### Work task
Before anything else, copy every record below exactly as it stands.

■ ■ ■ ■

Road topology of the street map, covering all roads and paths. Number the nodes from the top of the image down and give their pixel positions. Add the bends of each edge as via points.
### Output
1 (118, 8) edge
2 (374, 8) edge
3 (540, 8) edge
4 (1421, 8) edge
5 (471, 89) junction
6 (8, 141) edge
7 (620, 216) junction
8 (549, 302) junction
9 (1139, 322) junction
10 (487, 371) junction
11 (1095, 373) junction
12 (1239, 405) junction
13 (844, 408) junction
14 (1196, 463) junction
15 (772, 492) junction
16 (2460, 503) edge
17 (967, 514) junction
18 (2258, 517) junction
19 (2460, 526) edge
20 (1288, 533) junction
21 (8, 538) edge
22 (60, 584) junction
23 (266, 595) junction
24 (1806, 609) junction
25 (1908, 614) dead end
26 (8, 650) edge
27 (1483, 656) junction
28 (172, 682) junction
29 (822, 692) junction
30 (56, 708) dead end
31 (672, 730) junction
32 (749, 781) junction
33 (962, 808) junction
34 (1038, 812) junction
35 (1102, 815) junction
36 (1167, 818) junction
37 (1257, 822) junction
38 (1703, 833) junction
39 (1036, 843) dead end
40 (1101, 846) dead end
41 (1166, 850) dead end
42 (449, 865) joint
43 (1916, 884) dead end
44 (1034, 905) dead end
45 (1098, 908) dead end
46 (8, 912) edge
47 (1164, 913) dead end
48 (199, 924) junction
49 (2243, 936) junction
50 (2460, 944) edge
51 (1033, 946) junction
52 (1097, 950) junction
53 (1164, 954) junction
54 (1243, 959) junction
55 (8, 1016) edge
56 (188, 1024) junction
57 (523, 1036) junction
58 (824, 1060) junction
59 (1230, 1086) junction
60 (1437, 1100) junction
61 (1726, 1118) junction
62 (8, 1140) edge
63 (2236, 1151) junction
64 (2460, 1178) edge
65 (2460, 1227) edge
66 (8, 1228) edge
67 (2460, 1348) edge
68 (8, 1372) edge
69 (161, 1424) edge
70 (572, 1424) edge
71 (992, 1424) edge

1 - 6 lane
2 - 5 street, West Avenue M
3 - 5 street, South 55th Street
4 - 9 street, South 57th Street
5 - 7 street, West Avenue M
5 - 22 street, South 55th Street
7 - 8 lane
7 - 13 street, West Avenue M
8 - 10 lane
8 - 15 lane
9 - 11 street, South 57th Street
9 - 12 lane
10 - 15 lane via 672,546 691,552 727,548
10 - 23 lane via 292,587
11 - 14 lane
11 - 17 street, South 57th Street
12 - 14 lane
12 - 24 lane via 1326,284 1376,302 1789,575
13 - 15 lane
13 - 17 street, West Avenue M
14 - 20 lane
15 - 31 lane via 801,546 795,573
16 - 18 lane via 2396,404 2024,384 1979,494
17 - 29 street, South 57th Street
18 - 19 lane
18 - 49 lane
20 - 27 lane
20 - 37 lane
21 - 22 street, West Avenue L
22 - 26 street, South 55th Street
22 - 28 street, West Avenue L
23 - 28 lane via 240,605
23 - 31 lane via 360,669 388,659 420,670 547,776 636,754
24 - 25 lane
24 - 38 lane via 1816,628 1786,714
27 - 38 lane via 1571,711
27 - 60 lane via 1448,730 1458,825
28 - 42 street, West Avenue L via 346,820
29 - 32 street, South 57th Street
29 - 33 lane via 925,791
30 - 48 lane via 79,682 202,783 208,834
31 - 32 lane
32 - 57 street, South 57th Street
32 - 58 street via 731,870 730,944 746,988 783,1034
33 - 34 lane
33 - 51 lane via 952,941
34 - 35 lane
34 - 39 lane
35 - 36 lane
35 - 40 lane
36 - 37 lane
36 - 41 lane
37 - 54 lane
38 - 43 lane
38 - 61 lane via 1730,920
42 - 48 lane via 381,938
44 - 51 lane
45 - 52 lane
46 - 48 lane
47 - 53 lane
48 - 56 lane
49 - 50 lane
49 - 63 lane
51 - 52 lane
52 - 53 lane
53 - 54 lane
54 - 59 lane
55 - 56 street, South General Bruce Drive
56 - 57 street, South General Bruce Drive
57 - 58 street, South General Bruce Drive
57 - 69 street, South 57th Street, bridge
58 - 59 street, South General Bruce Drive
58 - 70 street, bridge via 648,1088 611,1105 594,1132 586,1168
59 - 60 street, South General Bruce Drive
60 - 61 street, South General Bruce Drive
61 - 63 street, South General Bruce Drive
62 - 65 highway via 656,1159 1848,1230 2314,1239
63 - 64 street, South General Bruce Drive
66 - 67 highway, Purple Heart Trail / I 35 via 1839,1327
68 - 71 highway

■ ■ ■ ■

### Response area
Road topology of the street map, covering all roads and paths. Number the nodes from the top of the image down and give their pixel positions. Add the bends of each edge as via points.
### Output
1 (118, 8) edge
2 (374, 8) edge
3 (540, 8) edge
4 (1421, 8) edge
5 (471, 89) junction
6 (8, 141) edge
7 (620, 216) junction
8 (549, 302) junction
9 (1139, 322) junction
10 (487, 371) junction
11 (1095, 373) junction
12 (1239, 405) junction
13 (844, 408) junction
14 (1196, 463) junction
15 (772, 492) junction
16 (2460, 503) edge
17 (967, 514) junction
18 (2258, 517) junction
19 (2460, 526) edge
20 (1288, 533) junction
21 (8, 538) edge
22 (60, 584) junction
23 (266, 595) junction
24 (1806, 609) junction
25 (1908, 614) dead end
26 (8, 650) edge
27 (1483, 656) junction
28 (172, 682) junction
29 (822, 692) junction
30 (56, 708) dead end
31 (672, 730) junction
32 (749, 781) junction
33 (962, 808) junction
34 (1038, 812) junction
35 (1102, 815) junction
36 (1167, 818) junction
37 (1257, 822) junction
38 (1703, 833) junction
39 (1036, 843) dead end
40 (1101, 846) dead end
41 (1166, 850) dead end
42 (449, 865) joint
43 (1916, 884) dead end
44 (1034, 905) dead end
45 (1098, 908) dead end
46 (8, 912) edge
47 (1164, 913) dead end
48 (199, 924) junction
49 (2243, 936) junction
50 (2460, 944) edge
51 (1033, 946) junction
52 (1097, 950) junction
53 (1164, 954) junction
54 (1243, 959) junction
55 (8, 1016) edge
56 (188, 1024) junction
57 (523, 1036) junction
58 (824, 1060) junction
59 (1230, 1086) junction
60 (1437, 1100) junction
61 (1726, 1118) junction
62 (8, 1140) edge
63 (2236, 1151) junction
64 (2460, 1178) edge
65 (2460, 1227) edge
66 (8, 1228) edge
67 (2460, 1348) edge
68 (8, 1372) edge
69 (161, 1424) edge
70 (572, 1424) edge
71 (992, 1424) edge

1 - 6 lane
2 - 5 street, West Avenue M
3 - 5 street, South 55th Street
4 - 9 street, South 57th Street
5 - 7 street, West Avenue M
5 - 22 street, South 55th Street
7 - 8 lane
7 - 13 street, West Avenue M
8 - 10 lane
8 - 15 lane
9 - 11 street, South 57th Street
9 - 12 lane
10 - 15 lane via 672,546 691,552 727,548
10 - 23 lane via 292,587
11 - 14 lane
11 - 17 street, South 57th Street
12 - 14 lane
12 - 24 lane via 1326,284 1376,302 1789,575
13 - 15 lane
13 - 17 street, West Avenue M
14 - 20 lane
15 - 31 lane via 801,546 795,573
16 - 18 lane via 2396,404 2024,384 1979,494
17 - 29 street, South 57th Street
18 - 19 lane
18 - 49 lane
20 - 27 lane
20 - 37 lane
21 - 22 street, West Avenue L
22 - 26 street, South 55th Street
22 - 28 street, West Avenue L
23 - 28 lane via 240,605
23 - 31 lane via 360,669 388,659 420,670 547,776 636,754
24 - 25 lane
24 - 38 lane via 1816,628 1786,714
27 - 38 lane via 1571,711
27 - 60 lane via 1448,730 1458,825
28 - 42 street, West Avenue L via 346,820
29 - 32 street, South 57th Street
29 - 33 lane via 925,791
30 - 48 lane via 79,682 202,783 208,834
31 - 32 lane
32 - 57 street, South 57th Street
32 - 58 street via 731,870 730,944 746,988 783,1034
33 - 34 lane
33 - 51 lane via 952,941
34 - 35 lane
34 - 39 lane
35 - 36 lane
35 - 40 lane
36 - 37 lane
36 - 41 lane
37 - 54 lane
38 - 43 lane
38 - 61 lane via 1730,920
42 - 48 lane via 381,938
44 - 51 lane
45 - 52 lane
46 - 48 lane
47 - 53 lane
48 - 56 lane
49 - 50 lane
49 - 63 lane
51 - 52 lane
52 - 53 lane
53 - 54 lane
54 - 59 lane
55 - 56 street, South General Bruce Drive
56 - 57 street, South General Bruce Drive
57 - 58 street, South General Bruce Drive
57 - 69 street, South 57th Street, bridge
58 - 59 street, South General Bruce Drive
58 - 70 street, bridge via 648,1088 611,1105 594,1132 586,1168
59 - 60 street, South General Bruce Drive
60 - 61 street, South General Bruce Drive
61 - 63 street, South General Bruce Drive
62 - 65 highway via 656,1159 1848,1230 2314,1239
63 - 64 street, South General Bruce Drive
66 - 67 highway, Purple Heart Trail / I 35 via 1839,1327
68 - 71 highway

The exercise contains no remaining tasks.